Recent increases for research were part of trillions of dollars in new government spending in legislation passed by Congress since Biden took office in January 2021. It includes landmark measures to rebuild the nation’s infrastructure, bolster the U.S. semiconductor industry, and combat climate change.

This week’s agreement would halt that rising tide. To boost research spending even modestly in FY2024, Congress would have to reallocate some of what’s been targeted for thousands of other discretionary, civilian programs across the government. Civilian and military spending would continue to be constrained in fiscal 2025, rising by only 1% over their 2024 levels. Republicans had initially sought to impose a decades’ worth of tight caps before settling for 2 years.) The agreement also contains a clause requiring a 1% cut in overall discretionary spending if Congress adopts a spending freeze, called a continuing resolution, after missing its 1 October deadline to pass the next fiscal year’s budget. That penalty would be removed, however, if Congress later passes a more detailed spending plan in either year.

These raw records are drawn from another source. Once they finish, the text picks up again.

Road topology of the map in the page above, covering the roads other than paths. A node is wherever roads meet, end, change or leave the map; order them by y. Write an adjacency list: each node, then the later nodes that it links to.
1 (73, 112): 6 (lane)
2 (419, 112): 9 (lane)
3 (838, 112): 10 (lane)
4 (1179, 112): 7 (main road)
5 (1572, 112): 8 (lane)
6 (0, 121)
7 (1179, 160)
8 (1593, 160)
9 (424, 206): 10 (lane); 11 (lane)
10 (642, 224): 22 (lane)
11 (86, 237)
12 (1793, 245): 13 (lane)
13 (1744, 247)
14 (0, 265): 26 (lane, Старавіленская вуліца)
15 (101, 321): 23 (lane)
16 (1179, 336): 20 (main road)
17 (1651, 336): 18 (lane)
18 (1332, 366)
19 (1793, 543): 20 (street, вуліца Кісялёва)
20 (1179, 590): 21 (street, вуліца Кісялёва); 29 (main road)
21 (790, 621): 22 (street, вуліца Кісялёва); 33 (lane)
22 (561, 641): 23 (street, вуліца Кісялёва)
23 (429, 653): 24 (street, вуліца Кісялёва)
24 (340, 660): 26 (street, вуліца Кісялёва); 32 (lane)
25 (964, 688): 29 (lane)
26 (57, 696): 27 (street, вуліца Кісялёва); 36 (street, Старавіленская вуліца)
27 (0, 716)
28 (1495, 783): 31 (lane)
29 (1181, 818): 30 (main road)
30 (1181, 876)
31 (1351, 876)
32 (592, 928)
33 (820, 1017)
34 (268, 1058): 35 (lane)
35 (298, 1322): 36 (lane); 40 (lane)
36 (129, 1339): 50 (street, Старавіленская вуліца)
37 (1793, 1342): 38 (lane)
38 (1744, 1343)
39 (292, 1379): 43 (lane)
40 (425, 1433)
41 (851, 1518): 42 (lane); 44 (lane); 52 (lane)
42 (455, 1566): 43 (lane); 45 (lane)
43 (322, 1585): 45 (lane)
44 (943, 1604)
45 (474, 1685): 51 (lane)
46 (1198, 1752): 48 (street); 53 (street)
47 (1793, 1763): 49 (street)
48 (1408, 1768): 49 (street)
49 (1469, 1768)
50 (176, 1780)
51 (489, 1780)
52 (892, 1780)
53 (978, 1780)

Science agencies with the most ambitious plans have the most to lose from the proposed 2-year spending restrictions. For example, Biden’s 2024 budget request to Congress, submitted in March, includes a 19% increase, to $11.3 billion, for the National Science Foundation (NSF).

A high priority is NSF’s new technology directorate, designed to translate basic research findings into new technologies and businesses. Congress itself had aimed even higher, adopting a 5-year spending blueprint for NSF in the 2022 CHIPS and Science Act to strengthen the U.S. semiconductor industry and related fields that would have allowed NSF’s budget to reach $15.6 billion in 2024.

“A flat 2024 budget leaves a 2-year, $7 billion gap with CHIPS,” notes Hourihan. “Those levels were always aspirational, but under the new agreement we’re barely trying.”

Biomedical researchers are also worried about the impact of a flat budget. They were hoping to do much better than the 2% increase ($920 million) Biden requested in 2024 for the National Institutes of Health (NIH), half of which would go to the National Cancer Institute.

“That was a terrible number, and we’ve been making the case this spring for a bigger increase,” says Zeitzer. Biden is also seeking $1 billion more for the new Advanced Research Projects Agency-Health, which this year received $1.5 billion.

The Department of Energy’s science programs are slated for big increases under the CHIPS Act, with Biden’s 2024 request for an 8% increase as a downpayment. But energy lobbyists say winning that $680-million boost, which included a large hike for industry partnerships to accelerate progress in fusion energy, will now be a stretch.

Several of NASA’s science missions also need a big increase to stay on course. So a tight budget could trigger a political fight pitting the Biden administration’s priorities on climate missions against congressional support for planetary exploration. A flat NASA science budget could result in delays to one or more missions.

McCarthy has promised a vote Wednesday on the agreement. If it passes the House, the Senate could take up the measure as soon as the next day, in time to avert a default.

If Congress approves the deal, science advocates say the time to press their case will come after Congress divvies up the total amount available for discretionary spending among the 12 appropriations subcommittees, a step that could happen before the 4 July recess. (More than half of all federal spending goes to mandatory payouts such as Social Security and interest on federal borrowing, accounts that fall outside the annual allocation.)

“Once we see those numbers, we’ll have a much clearer picture of what FY2024 will look like,” Zeitzer says. “So I think it’s still possible for NIH to do much better.”